Personally, and this is from experience, I think it's quite promising that the WS in this case is sharing her feelings with her BS. Transparency and authenticity is paramount to recovery.
[This message edited by 13YearsR at 10:00 PM, Monday, August 23rd]
The truth will set you free, but first it will piss you off. ~ Gloria Steinem
The grass is greener on the other side of the fence because you're not over there messing it up.
DDay 2004. Successful R. 33 years married
beb252 ( member #78948) posted at 10:07 PM on Monday, August 23rd, 2021
Definitely she still has strong feelings towards her AP. The phrase she's saying to you is ILYBINILWY - I love you but I'm not in love with you. It means that she has still residual love for you, maybe because of your marriage and the kids but definitely she's in love with her AP. You give her the safe comfort of home, her lover gives her the thrills of having a brand new sex with a new and fresher lover. It's a hard pill to swallow but she's in love with her AP - you're her second choice.
Right now, she's deciding to stay with her second choice. Maybe she's telling the truth about not contacting with her AP but you never know. She lied to you for a long time, what makes you think she's telling the truth now? Some affairs survive even after being found out. They have either established means to communicate i.e. burner phones and other secret communication devices. Some other affairs already have a established dates for meetups even if they don't have communication devices - old school calendar. Even if they don't have communication devices, they already have a set of calendar and places to meet up.
What you need is have yourself STD tested. Ask for her written timeline about her affair to be verified against a polygraph test.
All the best!
hcsv ( member #51813) posted at 10:13 PM on Monday, August 23rd, 2021
This was the deal breaker for me. I asked ex to go NC with AP. He said she was his friend and always would be.
I was done. I was not going to be the third person in my own marriage of 35 years. And I knew that if (when) her third marriage fell apart, ex would be gone.
After 40 years, ex turned into someone I didnt know and couldnt trust anymore.
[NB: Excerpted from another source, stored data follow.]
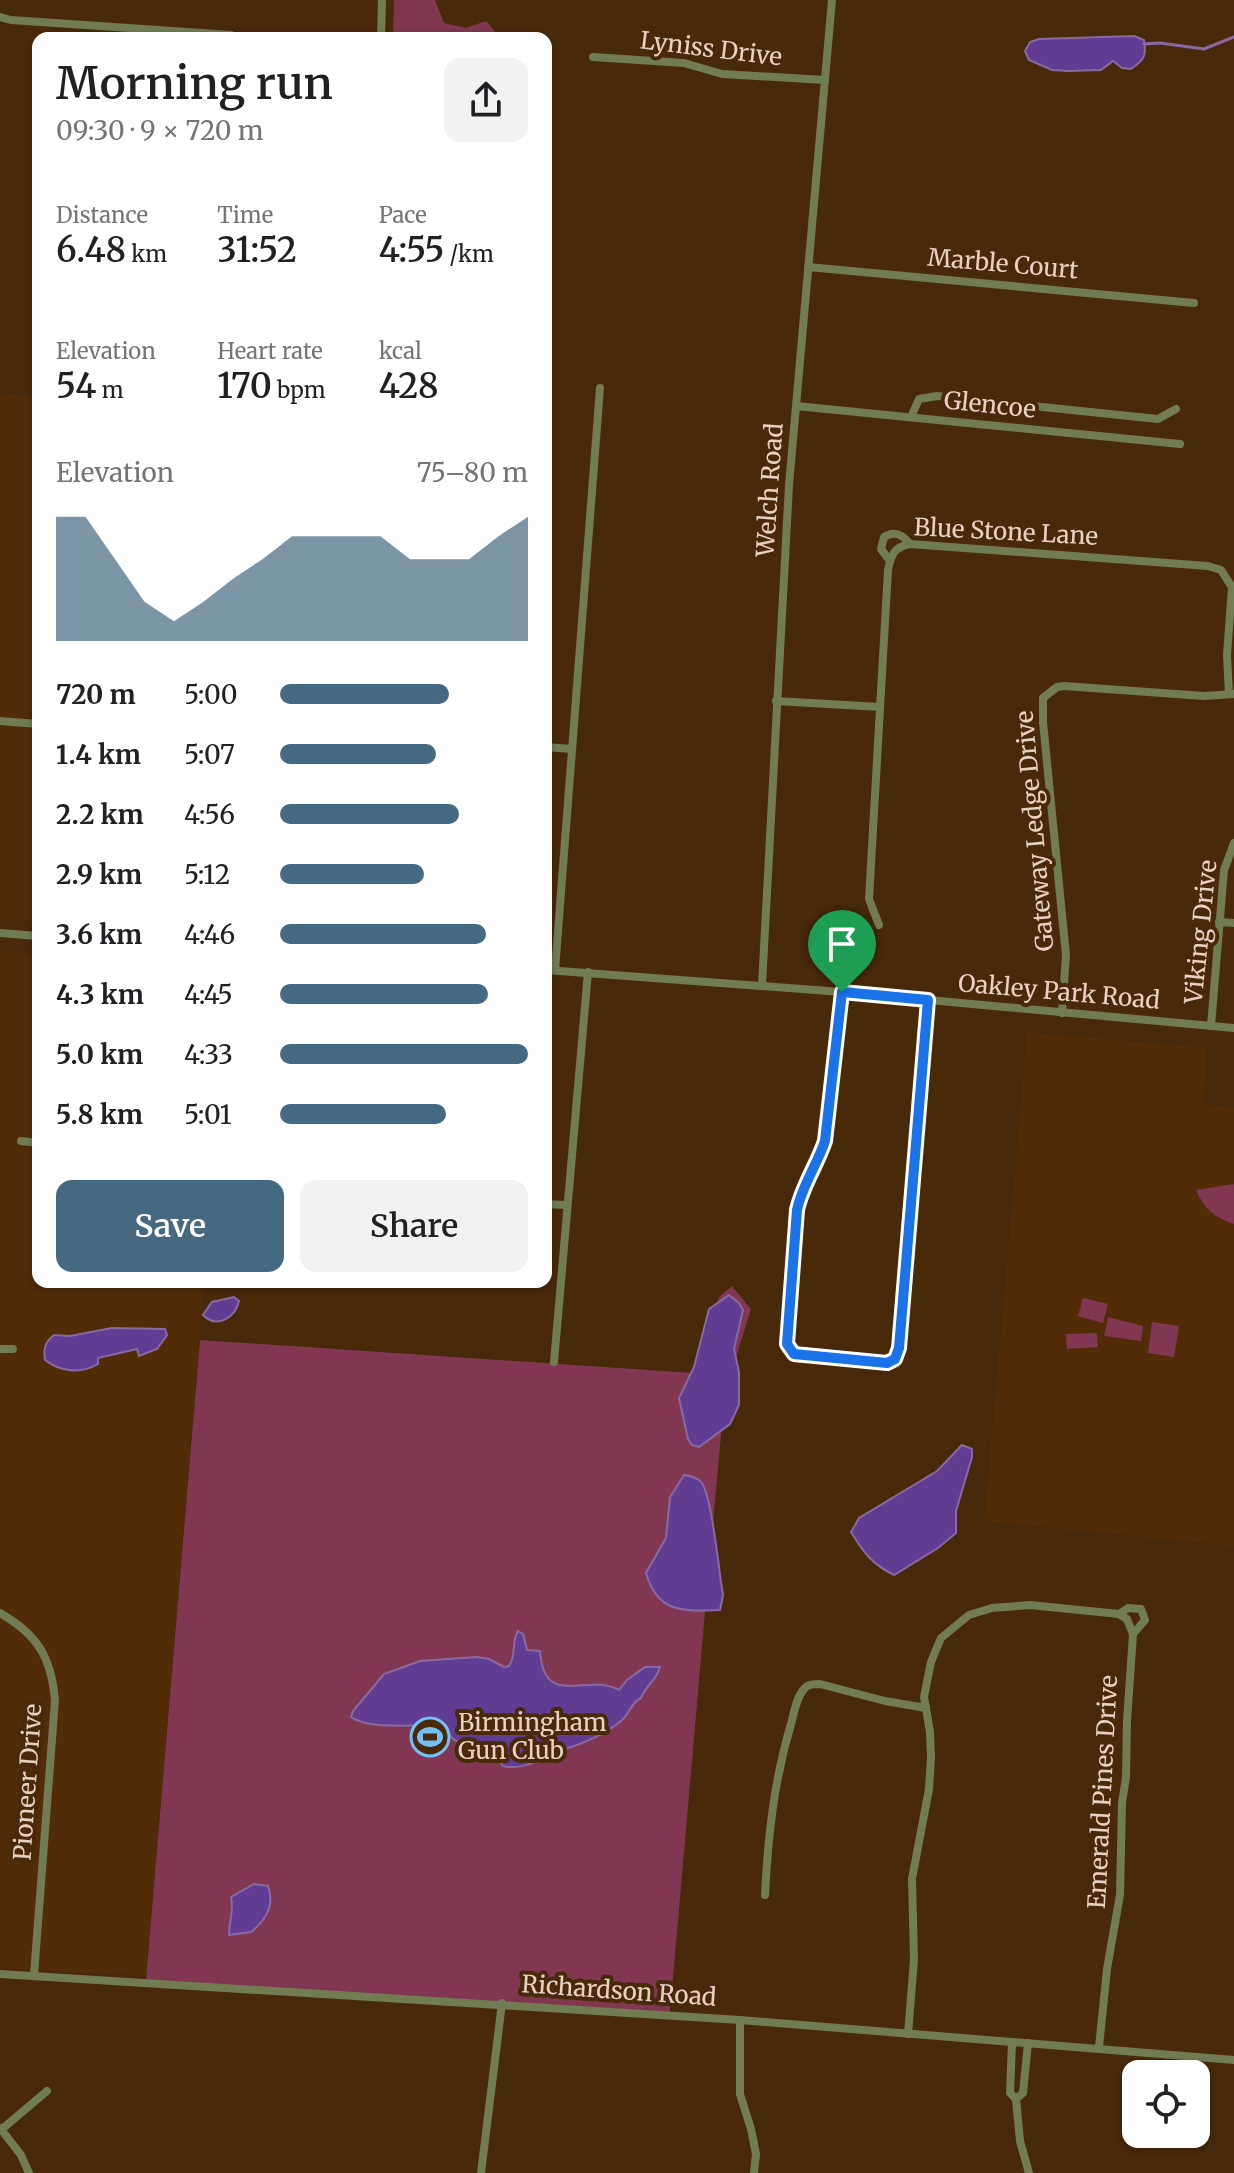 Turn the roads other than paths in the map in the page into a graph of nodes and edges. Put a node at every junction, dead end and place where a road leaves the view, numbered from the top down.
1 (372, 0) edge
2 (380, 0) edge
3 (832, 0) edge
4 (0, 17) edge
5 (101, 32) edge
6 (381, 32) edge
7 (593, 57) dead end
8 (825, 80) junction
9 (808, 267) junction
10 (1194, 303) dead end
11 (600, 388) dead end
12 (796, 406) junction
13 (1176, 409) dead end
14 (911, 417) junction
15 (1180, 444) dead end
16 (910, 544) junction
17 (890, 561) junction
18 (1232, 694) edge
19 (776, 701) junction
20 (880, 707) junction
21 (0, 721) edge
22 (32, 724) edge
23 (552, 747) edge
24 (572, 749) junction
25 (1234, 843) edge
26 (1219, 922) junction
27 (1234, 923) edge
28 (879, 925) dead end
29 (0, 933) edge
30 (32, 936) edge
31 (552, 959) edge
32 (552, 970) edge
33 (588, 972) junction
34 (762, 985) junction
35 (842, 992) junction
36 (928, 1000) junction
37 (1062, 1013) junction
38 (1211, 1026) junction
39 (1234, 1028) edge
40 (21, 1141) dead end
41 (32, 1142) edge
42 (552, 1204) edge
43 (567, 1205) junction
44 (0, 1349) edge
45 (13, 1349) dead end
46 (554, 1362) dead end
47 (0, 1613) edge
48 (1123, 1617) junction
49 (1133, 1634) junction
50 (926, 1708) junction
51 (765, 1895) dead end
52 (0, 1974) edge
53 (34, 1975) junction
54 (502, 2003) junction
55 (740, 2020) junction
56 (908, 2034) junction
57 (1012, 2042) junction
58 (1028, 2043) junction
59 (1099, 2047) junction
60 (1234, 2060) edge
61 (47, 2091) dead end
62 (1016, 2099) junction
63 (0, 2129) edge
64 (29, 2173) edge
65 (481, 2173) edge
66 (754, 2173) edge
67 (1029, 2173) edge

1 - 2 street
2 - 6 street
3 - 8 street, Welch Road
4 - 5 street
7 - 8 street, Lyniss Drive
8 - 9 street, Welch Road
9 - 10 street, Marble Court
9 - 12 street, Welch Road
11 - 24 street
12 - 14 street, Glencoe
12 - 19 street, Welch Road
13 - 14 street
14 - 15 street, Glencoe
16 - 17 street, Blue Stone Lane
16 - 17 street
16 - 18 street, Blue Stone Lane
17 - 20 street, Blue Stone Lane
18 - 37 street, Gateway Ledge Drive
19 - 20 street
19 - 34 street, Welch Road
20 - 28 street, Blue Stone Lane
21 - 22 street
23 - 24 street
24 - 31 street
25 - 26 street, Viking Drive
26 - 27 street
26 - 38 street, Viking Drive
29 - 30 street
32 - 33 street, Oakley Park Road
33 - 34 street, Oakley Park Road
33 - 43 street
34 - 35 street, Oakley Park Road
35 - 36 street, Oakley Park Road
35 - 36 street
36 - 37 street, Oakley Park Road
37 - 38 street, Oakley Park Road
38 - 39 street, Oakley Park Road
40 - 41 street
42 - 43 street
43 - 46 street
44 - 45 street
47 - 53 street, Pioneer Drive
48 - 49 street, Emerald Pines Drive
48 - 49 street, Emerald Pines Drive
48 - 50 street
49 - 59 street, Emerald Pines Drive
50 - 51 street
50 - 56 street
52 - 53 street, Richardson Road
53 - 54 street, Richardson Road
54 - 55 street, Richardson Road
54 - 65 street
55 - 56 street, Richardson Road
55 - 66 street
56 - 57 street, Richardson Road
57 - 58 street, Richardson Road
57 - 62 street
58 - 59 street, Richardson Road
58 - 62 street
59 - 60 street, Richardson Road
61 - 63 street
62 - 67 street
63 - 64 street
Divorced. 1/17
RealityBlows ( member #41108) posted at 10:30 PM on Monday, August 23rd, 2021
One of the things that I learned on DDay was that everything that I thought I would do when faced with infidelity was not what I actually DID. NO ONE has any idea what they'll do or how they'll feel or think until they're wearing the shoes. Have you been a WS? If not, you're just hypothesizing.
I don't think I'm hypothesizing how I 'currently' feel about my spouse. If I somehow F-'d up and cheated on her, the adrenaline and humiliation of DD, the prospect of losing my true love, my family, friends and half of all my shit would absolutely burst any illusive Affair Bubble right to hell. Reality would step in and take over. My affair would be revealed for what it actually was-a big F-Up. Not romantic. Nothing special. Just pathetic.
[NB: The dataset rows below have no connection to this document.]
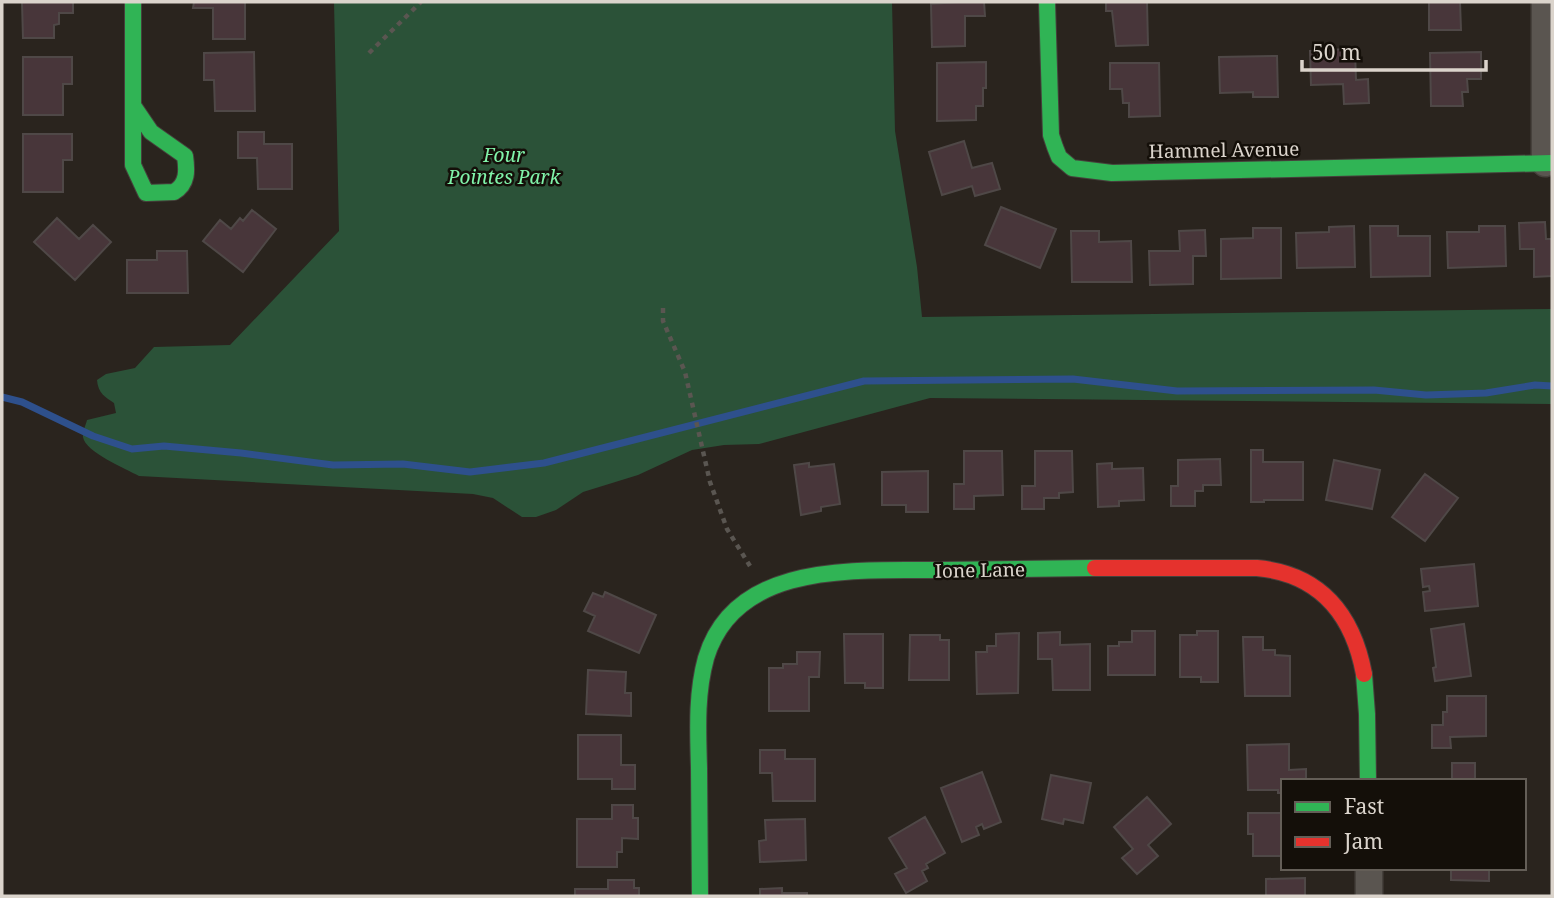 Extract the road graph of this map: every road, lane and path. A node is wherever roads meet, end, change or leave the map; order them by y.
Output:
1 (133, 2) edge
2 (421, 2) edge
3 (1047, 2) edge
4 (1545, 2) edge
5 (369, 53) dead end
6 (134, 107) junction
7 (1549, 163) edge
8 (663, 307) dead end
9 (755, 575) dead end
10 (1367, 779) edge
11 (1369, 870) edge
12 (700, 896) edge
13 (1369, 896) edge

1 - 6 street
2 - 5 path
3 - 7 street, Hammel Avenue
4 - 7 street
6 - 6 street
8 - 9 path
10 - 12 street, Ione Lane
11 - 13 street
[This message edited by RealityBlows at 11:00 PM, Monday, August 23rd]
"If nothing in life matters, then all that matters is what we do."
13YearsR ( member #58259) posted at 10:35 PM on Monday, August 23rd, 2021
I don't think I'm hypothesizing how I 'currently' feel about my spouse. If I somehow F-'d up and cheated on her, the adrenaline and humiliation of DD, the prospect of losing my true love, my family, friends and half of all my shit would absolutely burst any Illusive Affair Bubble right to hell. Reality would step in and take over.
You're quite well-versed on the topic of infidelity now and you're coming from the mindset of an experienced BS, not a newb WS. It's VERY different.
The truth will set you free, but first it will piss you off. ~ Gloria Steinem
The grass is greener on the other side of the fence because you're not over there messing it up.